## THE DATA
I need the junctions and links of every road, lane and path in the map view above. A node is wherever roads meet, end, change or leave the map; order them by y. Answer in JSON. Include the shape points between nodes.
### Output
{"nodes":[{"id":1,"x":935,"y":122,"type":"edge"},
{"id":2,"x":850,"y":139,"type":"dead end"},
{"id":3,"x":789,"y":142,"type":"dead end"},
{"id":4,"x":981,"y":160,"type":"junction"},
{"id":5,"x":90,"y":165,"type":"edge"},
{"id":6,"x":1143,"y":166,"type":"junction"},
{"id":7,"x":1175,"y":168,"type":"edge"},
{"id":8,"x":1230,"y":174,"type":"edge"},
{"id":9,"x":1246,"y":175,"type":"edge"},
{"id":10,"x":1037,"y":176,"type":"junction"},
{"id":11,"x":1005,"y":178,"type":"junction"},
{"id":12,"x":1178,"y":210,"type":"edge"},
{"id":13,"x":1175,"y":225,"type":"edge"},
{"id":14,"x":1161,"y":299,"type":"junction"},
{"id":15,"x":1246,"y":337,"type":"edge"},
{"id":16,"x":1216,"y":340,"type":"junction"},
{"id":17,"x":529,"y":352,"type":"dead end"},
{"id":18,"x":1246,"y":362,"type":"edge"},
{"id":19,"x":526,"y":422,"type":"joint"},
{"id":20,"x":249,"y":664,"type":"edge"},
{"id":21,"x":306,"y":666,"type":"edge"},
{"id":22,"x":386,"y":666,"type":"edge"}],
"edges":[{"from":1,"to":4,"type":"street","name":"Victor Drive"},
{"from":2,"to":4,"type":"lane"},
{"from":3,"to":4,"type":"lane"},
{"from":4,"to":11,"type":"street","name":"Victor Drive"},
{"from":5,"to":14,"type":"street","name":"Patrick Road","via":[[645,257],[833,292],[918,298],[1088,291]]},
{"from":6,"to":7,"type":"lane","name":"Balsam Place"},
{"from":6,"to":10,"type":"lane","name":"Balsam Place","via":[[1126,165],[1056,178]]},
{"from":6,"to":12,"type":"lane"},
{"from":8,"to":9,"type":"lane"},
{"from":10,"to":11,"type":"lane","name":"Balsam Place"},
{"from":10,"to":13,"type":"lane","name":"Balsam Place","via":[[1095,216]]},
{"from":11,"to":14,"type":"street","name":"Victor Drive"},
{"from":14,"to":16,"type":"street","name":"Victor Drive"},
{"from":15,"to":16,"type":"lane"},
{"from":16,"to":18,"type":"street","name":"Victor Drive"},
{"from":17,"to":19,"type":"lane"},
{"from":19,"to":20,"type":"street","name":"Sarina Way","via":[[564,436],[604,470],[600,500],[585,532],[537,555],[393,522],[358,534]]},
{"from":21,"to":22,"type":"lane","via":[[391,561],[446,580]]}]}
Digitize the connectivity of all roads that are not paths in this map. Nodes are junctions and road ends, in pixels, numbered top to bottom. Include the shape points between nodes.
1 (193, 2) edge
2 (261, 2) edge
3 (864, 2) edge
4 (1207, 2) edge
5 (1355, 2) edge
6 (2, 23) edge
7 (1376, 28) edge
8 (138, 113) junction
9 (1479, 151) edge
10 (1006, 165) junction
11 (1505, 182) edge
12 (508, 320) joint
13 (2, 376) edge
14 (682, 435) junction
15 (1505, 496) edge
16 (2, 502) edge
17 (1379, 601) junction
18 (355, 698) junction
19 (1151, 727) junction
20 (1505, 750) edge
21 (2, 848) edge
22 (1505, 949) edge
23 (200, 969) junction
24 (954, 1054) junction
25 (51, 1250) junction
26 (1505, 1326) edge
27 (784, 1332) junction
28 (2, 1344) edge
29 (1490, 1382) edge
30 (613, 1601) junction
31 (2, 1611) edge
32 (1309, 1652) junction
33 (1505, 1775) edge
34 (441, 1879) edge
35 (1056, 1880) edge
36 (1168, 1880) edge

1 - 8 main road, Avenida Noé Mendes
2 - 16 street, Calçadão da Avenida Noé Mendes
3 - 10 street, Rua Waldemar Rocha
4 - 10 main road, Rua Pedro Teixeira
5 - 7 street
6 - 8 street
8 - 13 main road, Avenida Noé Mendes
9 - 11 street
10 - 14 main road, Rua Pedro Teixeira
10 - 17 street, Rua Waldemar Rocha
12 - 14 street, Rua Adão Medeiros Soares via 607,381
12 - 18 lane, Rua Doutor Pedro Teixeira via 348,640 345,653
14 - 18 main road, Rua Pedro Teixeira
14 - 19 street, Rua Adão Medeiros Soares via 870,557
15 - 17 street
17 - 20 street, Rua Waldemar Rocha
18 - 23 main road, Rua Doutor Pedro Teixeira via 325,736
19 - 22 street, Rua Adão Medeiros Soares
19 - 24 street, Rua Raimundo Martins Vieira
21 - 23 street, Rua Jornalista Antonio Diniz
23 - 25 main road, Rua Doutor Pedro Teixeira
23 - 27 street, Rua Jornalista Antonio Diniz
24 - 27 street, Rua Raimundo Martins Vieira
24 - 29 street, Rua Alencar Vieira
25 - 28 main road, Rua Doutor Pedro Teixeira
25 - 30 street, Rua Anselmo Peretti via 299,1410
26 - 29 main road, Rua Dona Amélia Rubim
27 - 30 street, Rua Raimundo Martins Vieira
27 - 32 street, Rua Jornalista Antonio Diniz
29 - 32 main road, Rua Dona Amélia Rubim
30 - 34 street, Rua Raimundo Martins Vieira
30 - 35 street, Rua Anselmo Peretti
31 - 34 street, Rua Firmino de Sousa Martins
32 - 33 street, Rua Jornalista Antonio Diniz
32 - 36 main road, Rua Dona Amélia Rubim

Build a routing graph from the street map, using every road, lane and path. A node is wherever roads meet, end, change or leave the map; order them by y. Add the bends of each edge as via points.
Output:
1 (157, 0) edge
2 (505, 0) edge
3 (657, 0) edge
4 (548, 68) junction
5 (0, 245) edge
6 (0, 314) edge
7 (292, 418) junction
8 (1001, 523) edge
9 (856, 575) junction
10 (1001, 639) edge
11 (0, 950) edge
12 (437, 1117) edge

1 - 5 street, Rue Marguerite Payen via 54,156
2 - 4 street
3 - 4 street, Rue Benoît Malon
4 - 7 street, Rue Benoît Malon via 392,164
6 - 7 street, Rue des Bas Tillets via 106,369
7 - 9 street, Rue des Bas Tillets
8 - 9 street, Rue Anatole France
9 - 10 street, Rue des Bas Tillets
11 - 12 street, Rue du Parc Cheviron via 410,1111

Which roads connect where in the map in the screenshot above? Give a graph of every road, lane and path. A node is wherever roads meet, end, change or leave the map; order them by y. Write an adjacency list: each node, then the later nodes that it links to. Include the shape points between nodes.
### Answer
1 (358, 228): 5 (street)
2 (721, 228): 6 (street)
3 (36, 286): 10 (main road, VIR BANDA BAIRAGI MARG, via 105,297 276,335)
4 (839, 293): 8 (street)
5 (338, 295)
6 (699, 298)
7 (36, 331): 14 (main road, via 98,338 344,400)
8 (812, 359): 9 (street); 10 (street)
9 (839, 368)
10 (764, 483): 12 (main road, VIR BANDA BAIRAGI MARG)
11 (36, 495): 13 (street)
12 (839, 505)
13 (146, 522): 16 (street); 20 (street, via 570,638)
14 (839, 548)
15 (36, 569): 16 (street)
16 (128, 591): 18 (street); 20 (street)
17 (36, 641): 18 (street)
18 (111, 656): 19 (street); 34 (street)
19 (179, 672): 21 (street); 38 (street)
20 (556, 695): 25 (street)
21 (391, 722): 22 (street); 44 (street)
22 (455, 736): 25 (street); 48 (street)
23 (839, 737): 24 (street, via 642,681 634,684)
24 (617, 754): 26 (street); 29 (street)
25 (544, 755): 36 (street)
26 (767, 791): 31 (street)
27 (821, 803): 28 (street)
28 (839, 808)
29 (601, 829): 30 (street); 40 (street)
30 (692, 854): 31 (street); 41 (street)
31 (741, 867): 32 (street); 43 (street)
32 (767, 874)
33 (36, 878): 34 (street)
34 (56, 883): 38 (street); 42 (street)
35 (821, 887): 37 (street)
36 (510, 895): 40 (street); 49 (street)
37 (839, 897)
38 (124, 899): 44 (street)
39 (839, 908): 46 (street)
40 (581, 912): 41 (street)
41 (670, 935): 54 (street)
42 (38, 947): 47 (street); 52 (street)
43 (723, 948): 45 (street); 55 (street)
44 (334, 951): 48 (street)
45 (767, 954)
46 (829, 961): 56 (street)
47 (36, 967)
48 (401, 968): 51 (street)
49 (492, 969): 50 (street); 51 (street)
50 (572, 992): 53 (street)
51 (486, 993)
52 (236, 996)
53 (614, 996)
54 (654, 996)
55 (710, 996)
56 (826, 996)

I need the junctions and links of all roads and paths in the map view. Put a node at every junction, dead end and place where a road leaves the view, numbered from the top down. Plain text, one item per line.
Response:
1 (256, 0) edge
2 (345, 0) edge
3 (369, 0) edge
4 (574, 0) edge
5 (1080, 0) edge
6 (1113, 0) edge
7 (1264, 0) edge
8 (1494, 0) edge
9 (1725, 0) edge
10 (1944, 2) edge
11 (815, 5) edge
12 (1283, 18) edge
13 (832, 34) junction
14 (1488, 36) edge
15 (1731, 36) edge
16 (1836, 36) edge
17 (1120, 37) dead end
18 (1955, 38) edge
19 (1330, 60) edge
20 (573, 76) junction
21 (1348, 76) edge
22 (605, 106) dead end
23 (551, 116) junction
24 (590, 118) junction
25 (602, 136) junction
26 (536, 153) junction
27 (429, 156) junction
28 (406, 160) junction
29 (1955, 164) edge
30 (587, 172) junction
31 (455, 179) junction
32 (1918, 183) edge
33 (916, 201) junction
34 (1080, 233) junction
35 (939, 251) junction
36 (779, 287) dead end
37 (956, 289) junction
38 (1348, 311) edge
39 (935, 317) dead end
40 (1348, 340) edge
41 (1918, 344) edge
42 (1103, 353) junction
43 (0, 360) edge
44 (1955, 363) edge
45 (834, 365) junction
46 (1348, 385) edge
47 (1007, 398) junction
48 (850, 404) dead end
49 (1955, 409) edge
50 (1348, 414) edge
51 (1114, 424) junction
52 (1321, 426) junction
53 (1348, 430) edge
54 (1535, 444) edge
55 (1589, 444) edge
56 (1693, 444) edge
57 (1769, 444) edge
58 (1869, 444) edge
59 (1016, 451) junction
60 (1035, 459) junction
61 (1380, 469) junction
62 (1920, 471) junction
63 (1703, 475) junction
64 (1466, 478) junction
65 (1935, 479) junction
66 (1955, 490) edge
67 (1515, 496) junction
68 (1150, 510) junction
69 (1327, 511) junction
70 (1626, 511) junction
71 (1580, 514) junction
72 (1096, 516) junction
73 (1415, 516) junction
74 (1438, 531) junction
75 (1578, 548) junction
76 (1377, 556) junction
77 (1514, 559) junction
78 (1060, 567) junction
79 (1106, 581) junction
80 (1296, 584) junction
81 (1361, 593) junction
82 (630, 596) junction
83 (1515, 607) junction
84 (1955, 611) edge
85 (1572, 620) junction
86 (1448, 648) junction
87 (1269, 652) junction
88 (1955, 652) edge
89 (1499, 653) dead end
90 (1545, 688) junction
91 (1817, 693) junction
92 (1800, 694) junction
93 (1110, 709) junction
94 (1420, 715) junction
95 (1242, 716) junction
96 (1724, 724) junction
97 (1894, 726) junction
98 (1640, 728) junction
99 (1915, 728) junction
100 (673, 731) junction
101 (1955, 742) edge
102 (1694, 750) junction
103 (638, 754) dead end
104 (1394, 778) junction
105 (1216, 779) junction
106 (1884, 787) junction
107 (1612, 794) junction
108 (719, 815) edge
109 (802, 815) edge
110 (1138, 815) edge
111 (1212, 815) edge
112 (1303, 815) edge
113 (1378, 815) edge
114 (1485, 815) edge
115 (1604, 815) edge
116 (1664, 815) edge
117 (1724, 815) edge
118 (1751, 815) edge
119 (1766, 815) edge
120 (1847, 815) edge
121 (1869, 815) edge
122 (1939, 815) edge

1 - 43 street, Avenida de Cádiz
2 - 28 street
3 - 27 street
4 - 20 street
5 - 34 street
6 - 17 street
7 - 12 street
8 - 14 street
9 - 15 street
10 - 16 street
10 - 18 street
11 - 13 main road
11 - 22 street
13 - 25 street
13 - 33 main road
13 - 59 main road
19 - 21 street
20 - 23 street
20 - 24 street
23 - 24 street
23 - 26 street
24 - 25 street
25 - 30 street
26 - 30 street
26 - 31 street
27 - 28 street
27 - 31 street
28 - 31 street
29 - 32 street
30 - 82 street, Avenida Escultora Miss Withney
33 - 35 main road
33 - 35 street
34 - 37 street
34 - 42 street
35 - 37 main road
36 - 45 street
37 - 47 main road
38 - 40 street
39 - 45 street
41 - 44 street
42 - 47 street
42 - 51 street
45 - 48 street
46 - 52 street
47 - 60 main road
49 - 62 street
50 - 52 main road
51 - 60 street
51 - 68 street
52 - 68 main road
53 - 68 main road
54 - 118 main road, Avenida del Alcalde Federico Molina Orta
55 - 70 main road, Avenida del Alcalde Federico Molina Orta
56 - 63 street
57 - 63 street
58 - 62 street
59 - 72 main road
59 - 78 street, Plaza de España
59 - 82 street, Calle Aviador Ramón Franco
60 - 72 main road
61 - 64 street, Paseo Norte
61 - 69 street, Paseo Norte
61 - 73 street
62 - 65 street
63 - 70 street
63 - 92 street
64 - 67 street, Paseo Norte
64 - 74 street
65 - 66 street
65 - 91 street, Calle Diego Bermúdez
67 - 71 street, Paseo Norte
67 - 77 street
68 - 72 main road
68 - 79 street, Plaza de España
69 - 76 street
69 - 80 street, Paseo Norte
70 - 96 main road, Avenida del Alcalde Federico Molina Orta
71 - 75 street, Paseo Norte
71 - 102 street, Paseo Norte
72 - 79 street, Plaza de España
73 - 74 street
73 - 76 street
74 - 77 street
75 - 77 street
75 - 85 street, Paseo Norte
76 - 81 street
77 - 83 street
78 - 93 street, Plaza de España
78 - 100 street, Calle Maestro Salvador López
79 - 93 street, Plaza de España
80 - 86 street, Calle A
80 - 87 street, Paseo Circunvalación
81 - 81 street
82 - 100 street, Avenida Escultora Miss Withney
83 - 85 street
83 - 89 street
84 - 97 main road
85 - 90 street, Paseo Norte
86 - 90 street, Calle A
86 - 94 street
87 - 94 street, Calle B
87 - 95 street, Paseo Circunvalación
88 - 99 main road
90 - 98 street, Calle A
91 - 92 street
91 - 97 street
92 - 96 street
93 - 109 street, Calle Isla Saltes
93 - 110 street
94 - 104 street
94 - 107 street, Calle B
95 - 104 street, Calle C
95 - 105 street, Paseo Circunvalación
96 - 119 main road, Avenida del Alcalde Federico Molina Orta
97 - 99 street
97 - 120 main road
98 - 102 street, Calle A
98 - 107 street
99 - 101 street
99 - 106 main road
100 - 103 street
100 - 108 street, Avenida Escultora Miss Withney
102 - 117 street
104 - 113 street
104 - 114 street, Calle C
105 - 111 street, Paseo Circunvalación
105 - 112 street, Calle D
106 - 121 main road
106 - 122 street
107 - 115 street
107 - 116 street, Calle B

## EXERCISE REQUIREMENTS
Would you retype exactly the lines above, from the line with "Which roads connect" to the line with "I need the junctions and links of all", with both end lines kept and nothing more?

## RESULT
Which roads connect where in the map in the screenshot above? Give a graph of every road, lane and path. A node is wherever roads meet, end, change or leave the map; order them by y. Write an adjacency list: each node, then the later nodes that it links to. Include the shape points between nodes.
### Answer
1 (358, 228): 5 (street)
2 (721, 228): 6 (street)
3 (36, 286): 10 (main road, VIR BANDA BAIRAGI MARG, via 105,297 276,335)
4 (839, 293): 8 (street)
5 (338, 295)
6 (699, 298)
7 (36, 331): 14 (main road, via 98,338 344,400)
8 (812, 359): 9 (street); 10 (street)
9 (839, 368)
10 (764, 483): 12 (main road, VIR BANDA BAIRAGI MARG)
11 (36, 495): 13 (street)
12 (839, 505)
13 (146, 522): 16 (street); 20 (street, via 570,638)
14 (839, 548)
15 (36, 569): 16 (street)
16 (128, 591): 18 (street); 20 (street)
17 (36, 641): 18 (street)
18 (111, 656): 19 (street); 34 (street)
19 (179, 672): 21 (street); 38 (street)
20 (556, 695): 25 (street)
21 (391, 722): 22 (street); 44 (street)
22 (455, 736): 25 (street); 48 (street)
23 (839, 737): 24 (street, via 642,681 634,684)
24 (617, 754): 26 (street); 29 (street)
25 (544, 755): 36 (street)
26 (767, 791): 31 (street)
27 (821, 803): 28 (street)
28 (839, 808)
29 (601, 829): 30 (street); 40 (street)
30 (692, 854): 31 (street); 41 (street)
31 (741, 867): 32 (street); 43 (street)
32 (767, 874)
33 (36, 878): 34 (street)
34 (56, 883): 38 (street); 42 (street)
35 (821, 887): 37 (street)
36 (510, 895): 40 (street); 49 (street)
37 (839, 897)
38 (124, 899): 44 (street)
39 (839, 908): 46 (street)
40 (581, 912): 41 (street)
41 (670, 935): 54 (street)
42 (38, 947): 47 (street); 52 (street)
43 (723, 948): 45 (street); 55 (street)
44 (334, 951): 48 (street)
45 (767, 954)
46 (829, 961): 56 (street)
47 (36, 967)
48 (401, 968): 51 (street)
49 (492, 969): 50 (street); 51 (street)
50 (572, 992): 53 (street)
51 (486, 993)
52 (236, 996)
53 (614, 996)
54 (654, 996)
55 (710, 996)
56 (826, 996)

I need the junctions and links of all roads and paths in the map view. Put a node at every junction, dead end and place where a road leaves the view, numbered from the top down. Plain text, one item per line.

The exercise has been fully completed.